ロシアのウクライナ侵攻に終わりが見えない中、日本は戦後77年となる「終戦の日」を迎えた。先の大戦の犠牲者を悼みつつ、今も戦火にさらされている人々の苦難に思いをはせよう。同時に憲法がうたう平和主義の尊さを心に刻み、私たちの自由と権利を守るため、憲法が一方で求める「不断の努力」を誓う一日にしたい。

 オランダ・ハーグで1999年5月、100カ国以上の非政府組織(NGO)による国際平和市民会議が開かれた。源流となった会議は1899年に同じハーグで催され、紛争の仲裁機関設立などの成果を生んでいる。

 それから100年を経た会議が改めて注目されたのは、平和構築に向けた提言で「日本の憲法9条を手本にした戦争禁止決議を各国議会が採択する」よう訴えたからだ。北大西洋条約機構(NATO)軍によるユーゴスラビア空爆が続いているさなかであった。

 作家の故井上ひさしさんは「日本国憲法が世界の目標」になったと評価。悲惨な太平洋戦争を経験したが故に「戦争放棄をきちっと憲法で決めているというのは、日本人が課せられた使命なんです」と記した(エッセー・講演集「憲法指南」)。

 同会議からほぼ四半世紀。憲法9条の精神が広がるどころか、ウクライナでは戦争による死傷者が後を絶たない。台湾問題を巡って米中の偶発的な軍事衝突の懸念が高まり、北朝鮮は核・ミサイル開発を進める。

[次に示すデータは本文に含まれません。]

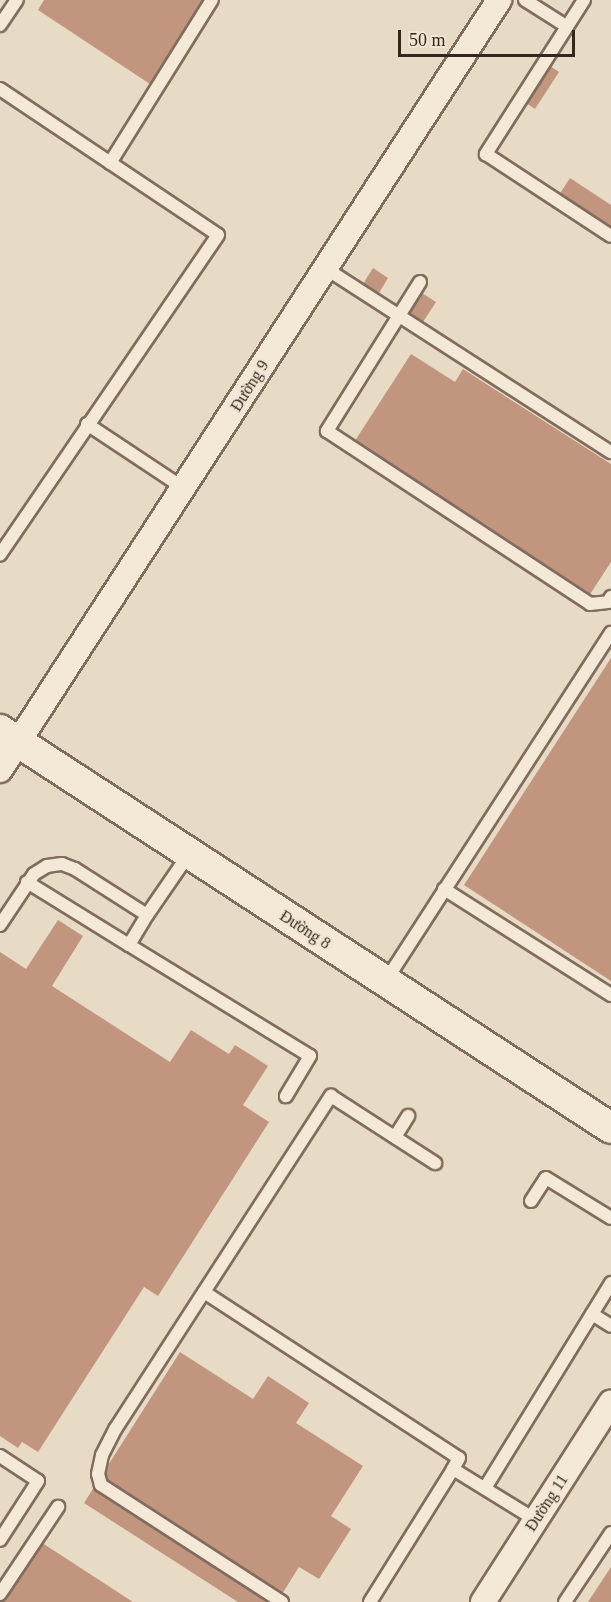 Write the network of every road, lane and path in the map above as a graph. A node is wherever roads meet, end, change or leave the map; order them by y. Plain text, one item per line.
1 (17, 0) edge
2 (212, 0) edge
3 (499, 0) edge
4 (525, 0) edge
5 (584, 0) edge
6 (0, 25) edge
7 (566, 26) junction
8 (0, 89) edge
9 (110, 163) junction
10 (611, 236) edge
11 (325, 268) junction
12 (420, 282) dead end
13 (397, 315) junction
14 (87, 424) junction
15 (611, 452) edge
16 (184, 489) junction
17 (0, 555) edge
18 (611, 597) edge
19 (611, 633) edge
20 (9, 736) edge
21 (0, 770) edge
22 (189, 854) junction
23 (27, 882) junction
24 (444, 889) junction
25 (147, 915) junction
26 (0, 925) edge
27 (129, 945) junction
28 (385, 982) junction
29 (611, 995) edge
30 (286, 1096) dead end
31 (408, 1116) dead end
32 (611, 1128) edge
33 (395, 1137) junction
34 (435, 1163) dead end
35 (531, 1201) dead end
36 (611, 1218) edge
37 (611, 1283) edge
38 (204, 1292) junction
39 (592, 1314) junction
40 (611, 1326) edge
41 (611, 1404) edge
42 (0, 1456) edge
43 (453, 1469) junction
44 (485, 1488) junction
45 (58, 1507) dead end
46 (536, 1520) junction
47 (611, 1533) edge
48 (0, 1540) edge
49 (0, 1594) edge
50 (282, 1602) edge
51 (370, 1602) edge
52 (483, 1602) edge
53 (565, 1602) edge

1 - 6 lane
2 - 9 lane
3 - 11 street, Đường 9
4 - 7 lane
5 - 7 lane
7 - 10 lane
8 - 9 lane
9 - 14 lane
11 - 13 lane
11 - 16 street, Đường 9
12 - 13 lane
13 - 15 lane
13 - 18 lane
14 - 16 lane
14 - 17 lane
16 - 20 street, Đường 9
19 - 24 lane
20 - 21 street, Đường 9
20 - 22 street, Đường 8
22 - 25 lane
22 - 28 street, Đường 8
23 - 25 lane
23 - 26 lane
23 - 27 lane
24 - 28 lane
24 - 29 lane
25 - 27 lane
27 - 30 lane
28 - 32 street, Đường 8
31 - 33 lane
33 - 34 lane
33 - 38 lane
35 - 36 lane
37 - 39 lane
38 - 43 lane
38 - 50 lane
39 - 40 lane
39 - 44 lane
41 - 46 street, Đường 11
42 - 48 lane
43 - 44 lane
43 - 51 lane
44 - 46 lane
45 - 49 lane
46 - 52 street, Đường 11
47 - 53 lane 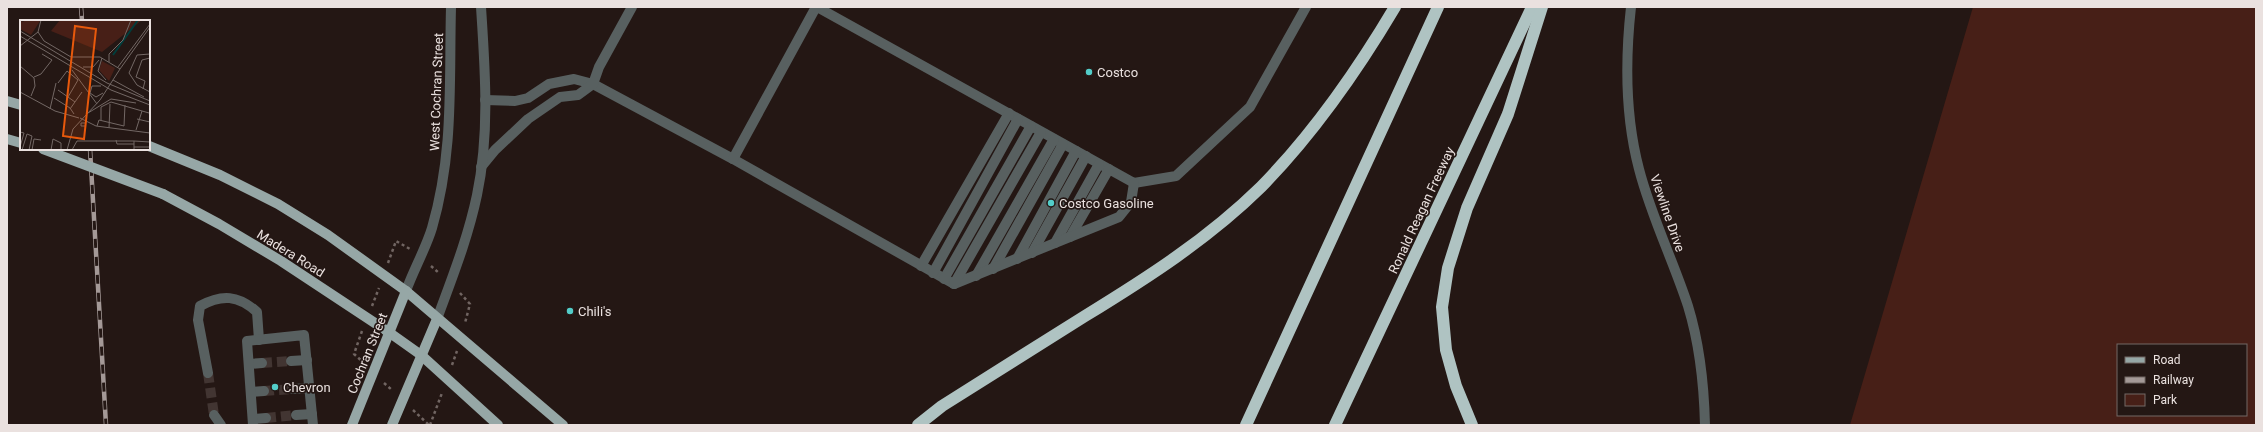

 険しさを増す安全保障環境を理由に、政府、自民党は予算の大幅増による防衛力強化や、その一環で「敵基地攻撃能力(反撃能力)」の保有を検討。加えて岸田文雄首相(自民党総裁)は、憲法改正が持論だった安倍晋三元首相の不慮の死を受け、早期の改憲発議に意欲を示す。

 自民党改憲案は「必要な自衛措置を取るための実力組織」として、9条に自衛隊を明記することが柱だ。「自衛隊違憲論」解消のためだという。

 だが、こうした対応が周辺国にどう受け止められるかには心しなければなるまい。日本への警戒感が強まり、軍備増強の口実を与える恐れがあるからだ。国際社会の少なくとも市民レベルでは「世界の目標」とされた9条の輝きを損なうことにもなりかねない。

 憲法12条は「この憲法が国民に保障する自由及び権利は、国民の不断の努力によって、これを保持しなければならない」と規定する。この条文を念頭に、護憲派で知られ、学生時代に五・一五事件や二・二六事件が起きた故宮沢喜一元首相は著作の中でこう説いた。

 「自由はある日突然なくなるものではない。目立たない形で徐々に蝕(むしば)まれ、気がついたときにはすべてが失われているような過程をたどります」

 「われわれは憲法の言うように『不断の努力』をもって自由を大切にし、日本社会の活力を守ろうではありませんか」

 12条は後段で自由も権利も「公共の福祉のためにこれを利用する」と枠をはめているが、「公共の福祉」を盾にさまざまな制約を課そうとするのが権力側の常でもある。

 平和あっての自由と権利が侵されないように「不断の努力」を重ねる。身近なところでは戦争体験の伝承や、選挙権行使による平和希求の意思表示も該当しよう。武力に頼らず何ができるか。一人一人が考えたい。